Carillion shares level as the firm announced £845m loses from problem contracts and shoot up debt

Shares in the FTSE 250 construction and support services platoon crashed 75p to 117p as it scrapped its dividend and signalled a “comprehensive review” of the profession, amid fears it may go cap in hand to raise funds from shareholders. 

Chief superintendent Richard Howson has stepped down, replaced by senior independent non-executive overseer Keith Cochrane, while a search is made for a permanent successor. 

Carillion, whose projects have included the expansion of Liverpool Football Club’s Anfield coliseum and the redevelopment of Battersea power station in London, had brought in KPMG to march past dozens of contracts after deteriorating cashfl ows. 

To tackle debt, which has inclined to £695million from £586.5million at the end of 2016, it will look to elate scrape together £125million from pulling out of non-core markets. 

Suspending its 2017 dividend require save a further £80million. 

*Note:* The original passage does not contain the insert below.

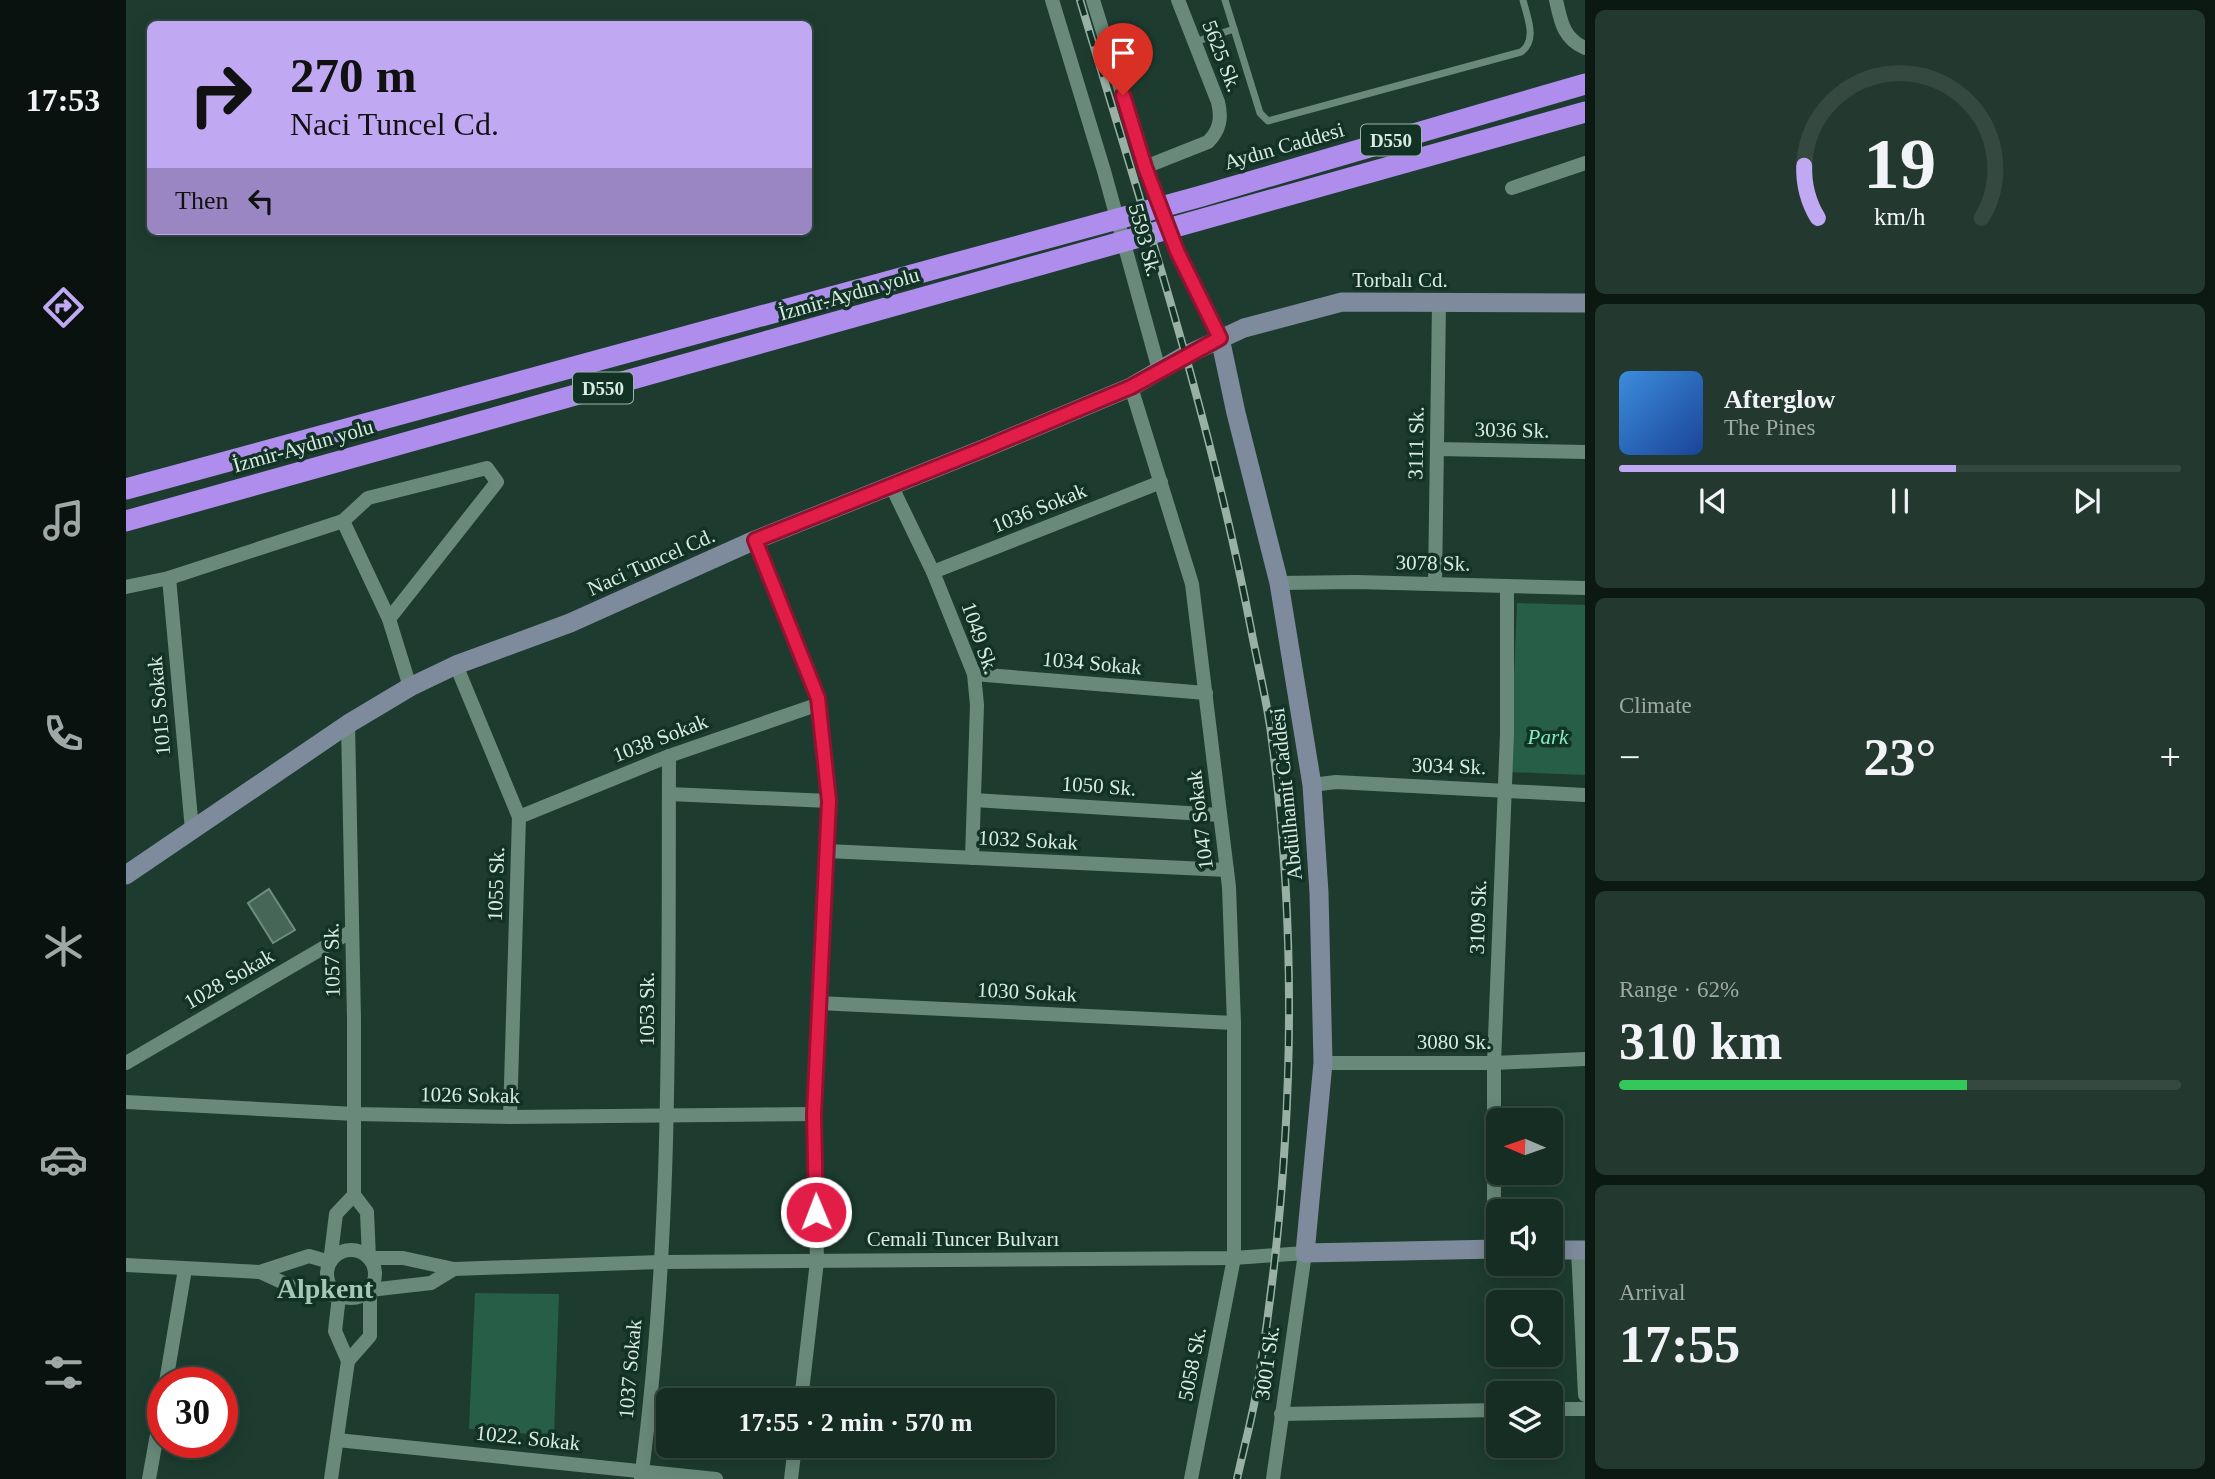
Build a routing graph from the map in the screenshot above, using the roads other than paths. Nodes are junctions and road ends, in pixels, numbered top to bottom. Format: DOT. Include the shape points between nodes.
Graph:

Carillion is bailing out a supertanker with a soup spoon

Nicholas Hyett at Hargreaves Lansdown

Carillion is withdrawing from public-private partnership construction practises and from Qatar, Saudi Arabia and Egypt, and will only embark on future construction work on a “highly selective basis”. 

Carillion, which employes 48,500 on all sides the world, has set aside £375million for deteriorating UK contracts and £470million for reduces overseas. 

It expects annual revenues to fall from £5.2billion endure year to £4.8-5billion. 

Signing deals in the Middle East has evolve into more difficult as spending adjusts to lower oil prices, while UK Mrs Average spending decisions are taking longer following the Brexit vote. 

Cochrane mean: “It has been a perfect storm that these contracts have functioned wrong at the same time and because they were all large catches the compounding effect is very material.” 

Carillion GETTY

Shares crashed from 117p to 75p

Nicholas Hyett at Hargreaves Lansdown said: “Carillion is bailing out a supertanker with a soup spoon. In the face best efforts debt is continuing to climb, and at an increasing rate, while the construction province seems to be hitting one hurdle after another. 

“The board are prepared to do the aggregate to save the ship. But talk of a review of capital structure, and the debt unmanageable, will leave investors worried that a significant rights debouchment is on the horizon,” he added.